### Task details
In the listing below, find the line with "middle tip: (188, 472)" and the line with "index tip: (445, 474)". Repeat those two lines and all lines between them exactly.
--- Given data Enclosed Below ---
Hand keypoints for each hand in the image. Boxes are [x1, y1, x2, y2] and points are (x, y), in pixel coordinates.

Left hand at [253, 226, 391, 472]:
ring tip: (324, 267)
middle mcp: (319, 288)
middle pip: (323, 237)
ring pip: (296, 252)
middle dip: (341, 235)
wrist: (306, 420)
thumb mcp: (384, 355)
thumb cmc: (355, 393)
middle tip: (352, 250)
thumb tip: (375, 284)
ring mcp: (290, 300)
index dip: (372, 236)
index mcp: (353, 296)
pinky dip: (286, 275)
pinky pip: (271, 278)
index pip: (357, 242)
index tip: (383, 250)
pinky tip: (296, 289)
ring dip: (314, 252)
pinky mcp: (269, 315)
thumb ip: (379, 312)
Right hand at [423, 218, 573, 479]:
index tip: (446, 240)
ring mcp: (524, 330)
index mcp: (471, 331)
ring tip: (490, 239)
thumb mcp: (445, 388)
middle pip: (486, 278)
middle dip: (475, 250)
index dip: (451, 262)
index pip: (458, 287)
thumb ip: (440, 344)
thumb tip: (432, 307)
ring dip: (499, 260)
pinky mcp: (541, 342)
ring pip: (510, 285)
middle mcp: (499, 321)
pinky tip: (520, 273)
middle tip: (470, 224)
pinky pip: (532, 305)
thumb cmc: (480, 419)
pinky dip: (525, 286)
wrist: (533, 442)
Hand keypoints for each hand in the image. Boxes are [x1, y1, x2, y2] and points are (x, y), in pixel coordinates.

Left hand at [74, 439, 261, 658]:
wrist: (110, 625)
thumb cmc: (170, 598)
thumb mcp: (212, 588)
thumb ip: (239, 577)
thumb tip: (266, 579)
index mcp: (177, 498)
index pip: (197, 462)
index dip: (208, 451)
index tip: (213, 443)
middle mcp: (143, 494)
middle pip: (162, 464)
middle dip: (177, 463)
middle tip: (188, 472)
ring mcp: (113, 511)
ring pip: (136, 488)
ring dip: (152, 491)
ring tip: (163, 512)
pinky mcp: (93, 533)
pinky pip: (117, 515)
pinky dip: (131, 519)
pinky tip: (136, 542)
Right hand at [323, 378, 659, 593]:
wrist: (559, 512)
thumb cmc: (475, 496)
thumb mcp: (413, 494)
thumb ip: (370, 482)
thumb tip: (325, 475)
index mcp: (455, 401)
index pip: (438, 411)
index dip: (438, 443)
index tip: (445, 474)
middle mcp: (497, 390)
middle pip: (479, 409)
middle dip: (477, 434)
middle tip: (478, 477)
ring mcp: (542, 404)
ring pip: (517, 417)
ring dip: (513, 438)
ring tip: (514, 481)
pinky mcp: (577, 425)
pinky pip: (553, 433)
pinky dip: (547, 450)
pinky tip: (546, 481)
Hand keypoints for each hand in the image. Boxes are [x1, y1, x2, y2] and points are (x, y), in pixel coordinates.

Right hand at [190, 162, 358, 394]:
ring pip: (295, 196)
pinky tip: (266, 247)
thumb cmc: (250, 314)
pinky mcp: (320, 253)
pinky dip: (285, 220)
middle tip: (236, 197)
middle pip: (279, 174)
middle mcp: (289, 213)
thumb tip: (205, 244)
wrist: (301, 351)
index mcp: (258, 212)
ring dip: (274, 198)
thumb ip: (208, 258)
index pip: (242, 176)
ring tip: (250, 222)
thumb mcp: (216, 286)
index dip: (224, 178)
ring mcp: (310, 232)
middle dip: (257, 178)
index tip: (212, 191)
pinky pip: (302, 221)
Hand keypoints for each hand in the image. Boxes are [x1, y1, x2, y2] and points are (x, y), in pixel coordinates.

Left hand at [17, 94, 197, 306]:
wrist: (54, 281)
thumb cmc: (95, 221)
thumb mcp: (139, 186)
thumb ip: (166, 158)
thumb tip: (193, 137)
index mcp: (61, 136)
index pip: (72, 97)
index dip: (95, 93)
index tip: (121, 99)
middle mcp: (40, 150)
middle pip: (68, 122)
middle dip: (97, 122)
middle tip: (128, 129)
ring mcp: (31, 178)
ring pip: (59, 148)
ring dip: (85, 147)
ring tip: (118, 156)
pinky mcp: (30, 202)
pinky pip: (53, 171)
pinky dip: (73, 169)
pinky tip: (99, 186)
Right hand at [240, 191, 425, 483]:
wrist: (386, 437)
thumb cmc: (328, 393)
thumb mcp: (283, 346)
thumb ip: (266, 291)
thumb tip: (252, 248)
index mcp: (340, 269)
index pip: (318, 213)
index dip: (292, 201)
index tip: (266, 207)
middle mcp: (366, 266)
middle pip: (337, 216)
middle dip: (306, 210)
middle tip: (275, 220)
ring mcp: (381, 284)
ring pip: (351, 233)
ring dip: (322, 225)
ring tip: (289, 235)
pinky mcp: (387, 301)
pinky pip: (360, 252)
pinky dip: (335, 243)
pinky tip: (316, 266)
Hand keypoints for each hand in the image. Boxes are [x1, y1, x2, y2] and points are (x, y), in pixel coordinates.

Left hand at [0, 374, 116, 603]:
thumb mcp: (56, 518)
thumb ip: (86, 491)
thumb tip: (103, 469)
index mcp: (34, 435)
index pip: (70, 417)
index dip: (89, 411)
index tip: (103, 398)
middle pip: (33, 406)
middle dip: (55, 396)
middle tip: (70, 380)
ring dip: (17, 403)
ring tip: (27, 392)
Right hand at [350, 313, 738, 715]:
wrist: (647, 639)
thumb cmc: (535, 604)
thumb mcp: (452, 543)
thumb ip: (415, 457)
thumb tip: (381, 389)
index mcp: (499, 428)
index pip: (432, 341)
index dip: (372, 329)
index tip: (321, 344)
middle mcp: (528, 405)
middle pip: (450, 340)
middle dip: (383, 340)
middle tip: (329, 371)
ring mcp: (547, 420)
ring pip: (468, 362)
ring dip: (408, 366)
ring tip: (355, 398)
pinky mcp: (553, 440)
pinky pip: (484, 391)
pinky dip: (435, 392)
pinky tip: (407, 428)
--- End of Enclosed Given data ---
### Exercise output
middle tip: (188, 472)
ring mcp: (113, 511)
ring pip: (136, 488)
ring dip: (152, 491)
ring tip: (163, 512)
pinky mcp: (93, 533)
pinky pip: (117, 515)
pinky dip: (131, 519)
pinky tip: (136, 542)
Right hand at [323, 378, 659, 593]:
wrist: (559, 512)
thumb cmc: (475, 496)
thumb mcp: (413, 494)
thumb ip: (370, 482)
thumb tip: (325, 475)
index mcp: (455, 401)
index pip: (438, 411)
index dip: (438, 443)
index tip: (445, 474)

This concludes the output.